Islands
Réalisateur : Jan-Ole Gerster
Genre : Drame, Thriller
Acteurs et actrices : Sam Riley, Stacy Martin, Jack Farthing
Nationalité : Allemagne
Date de sortie : 3 septembre 2025
Définir des genres artistiques, c’est toujours fastidieux, souvent un éternel débat et, rarement, ça change quoi que ce soit au film. Quoique, se dire que Star Wars c’est autant, voire plus, du Merveilleux que de la science-fiction, ça peut nous faire repenser nos imaginaires. Non, le Merveilleux ce n’est pas que des princesses dans des châteaux. Non, mettre des vaisseaux spatiaux ne suffit pas à faire de la SF. C’est aussi pour cela qu’on a des sous-genres et des croisements. Car si de manière pragmatique, donner un nom au cinéma que l’on fait aide à toucher un public et des investisseurs, il permet de cataloguer les œuvres, de pouvoir se nourrir d’un corpus cohérent et surtout d’ouvrir la porte d’à côté, celle qui mène à un genre inconnu, à de nouvelles inspirations.
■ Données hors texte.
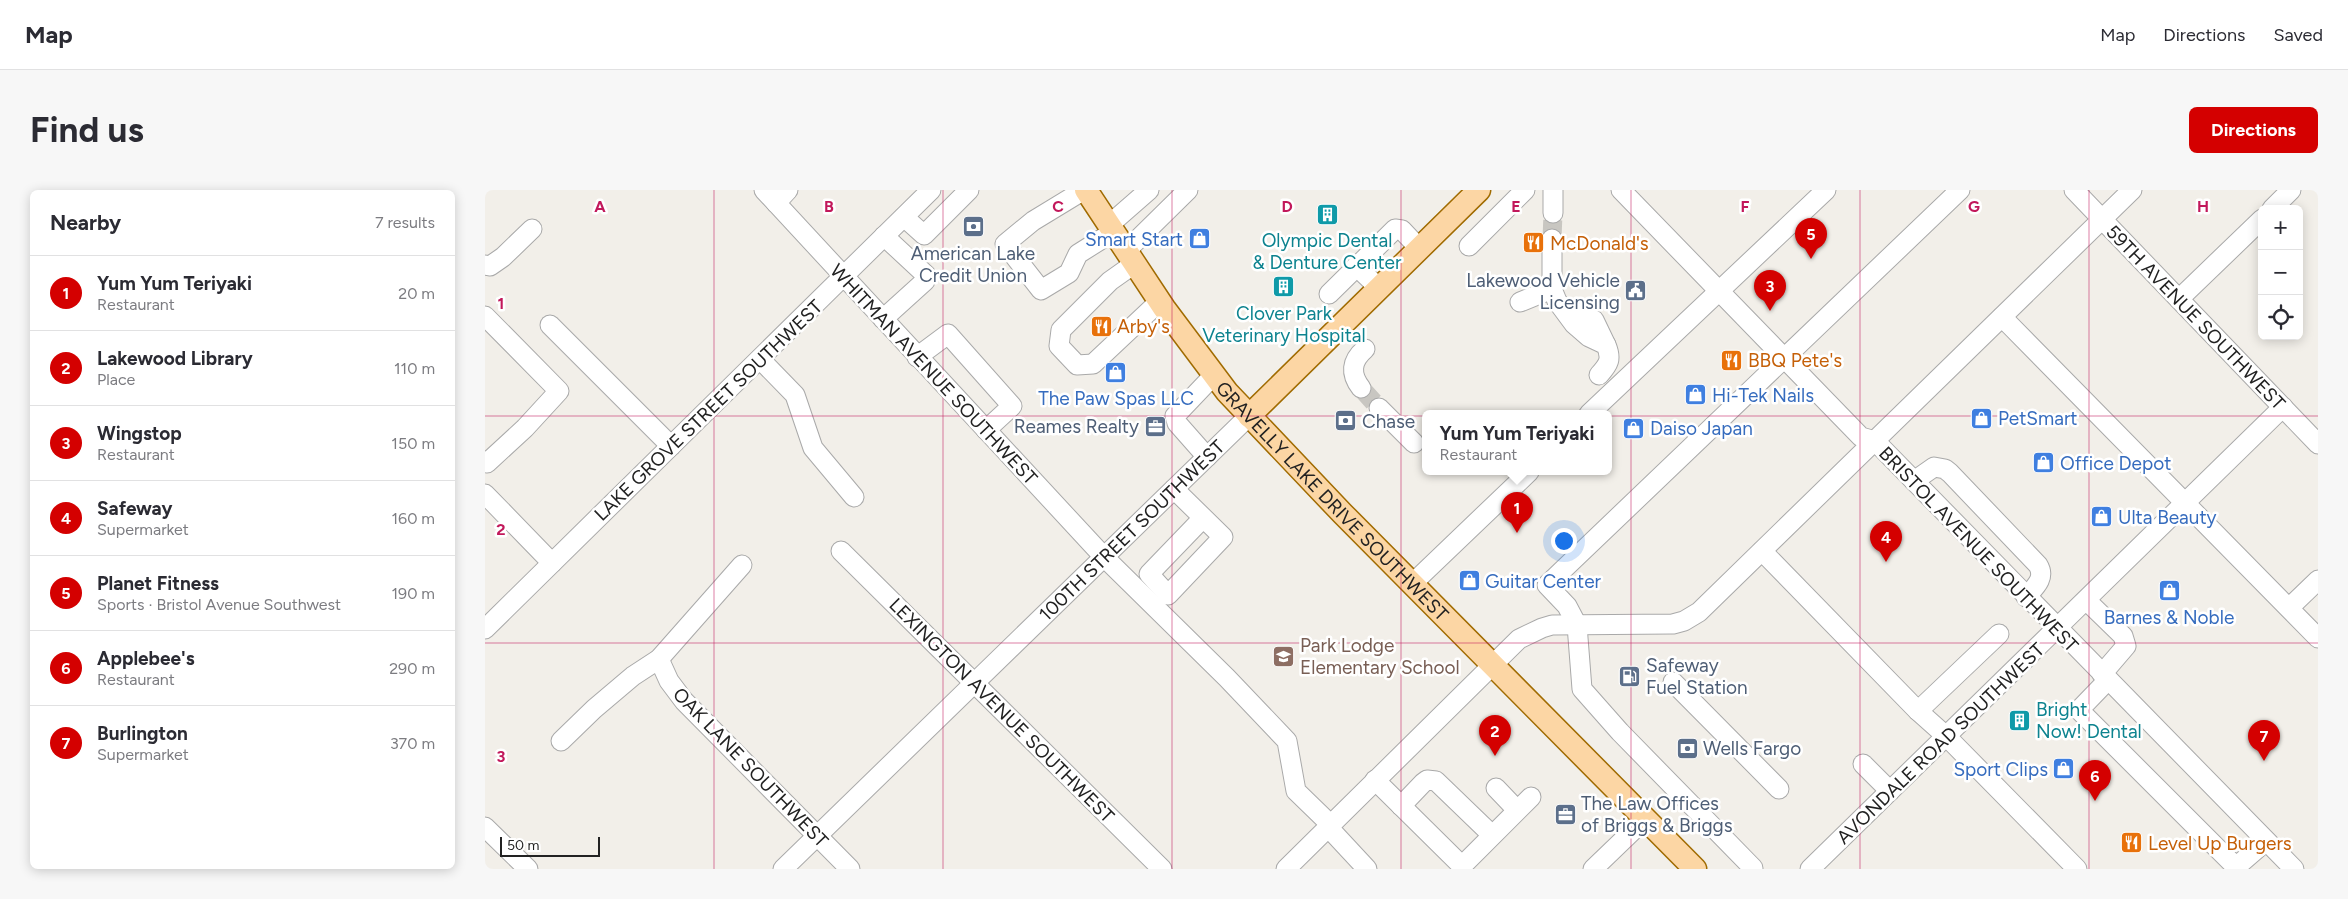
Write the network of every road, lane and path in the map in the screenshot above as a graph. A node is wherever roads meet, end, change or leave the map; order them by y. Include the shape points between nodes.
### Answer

Toute cette longue introduction pour parler de quoi ? Pour parler du film Islands, un film néo-Noir par excellence. Néo-Noir, ça fait néologisme, ça fait pédant parce qu’y a « néo », ça fait « et c’est quoi déjà le film noir ? ». Alors on va repartir du début. Au départ, on a le cinéma policier. Celui des délits, de crimes, d’enquêtes. De ce genre vu et revu, on a tiré le Crime, ou film criminel, francisation peu usitée. Grossièrement, c’est la même histoire que le film policier mais pris du point de vue des criminels. On a retourné l’empathie et l’intérêt n’est plus de savoir qui a fait quoi mais comment faire pour ne pas se faire attraper. Le Crime, lui, a débouché sur le film Noir au milieu du siècle dernier qui se caractérise par une esthétique marquée, des thématiques lourdes, pessimistes et une délimitation très floue entre le bien et le mal. Le néo-Noir c’est donc ce qui va découler de tout ça, une adaptation d’une mode désuète qui sent le chapeau mou, la brume et les femmes fatales.
Et Islands est l’exemple parfait. Le protagoniste, Tom, prof de tennis dans un hôtel haut de gamme, est l’archétype du genre : un nihiliste sans passé ni futur vivant d’excès dans une éternelle fuite en avant. L’intrigue se rapproche clairement du thriller voire du policier pur : un matin, le mari d’Anne, femme avec qui Tom flirtait, a disparu. Le cadre lui est résolument moderne : au diable les rues sombres et embrumées des capitales anglophones, nous voici en plein été, dans les iles Canaris. Ainsi, le film est d’emblée réussi dans le sens où la multiplicité de ses inspirations permet de renouveler le genre et débouche sur un ton assez unique.
Mais le plus grand motif de satisfaction se trouve justement dans son aspect film noir. Comme dit plus haut, c’est un genre qui donne de l’espace à l’intériorité des personnages. L’enquête, quel que soit le point de vue duquel on la prend, remue des choses dans leurs manières de voir et d’appréhender le monde, voire dans leurs passés. On assiste donc à une double narration. D’un côté, l’avancée de l’enquête, de l’autre, celles des protagonistes entre eux. Les objectifs de chacune de ces deux lignes sont tout à fait différent, mais elles partagent les éléments qui les font progresser.
Ainsi, si savoir ce qu’il s’est passé autour de la disparition du mari d’Anne est prenant, comprendre ce qu’il se trame entre cette dernière et Tom l’est encore plus. Saupoudré d’une bonne dose de mystères tant présents que passés, Islands décortique notre rapport à ce qu’on nomme, au choix, paresse ou confort tout en rappelant que ne pas savoir ce que l’on veut et ne rien faire pour le découvrir sont deux choses bien différentes.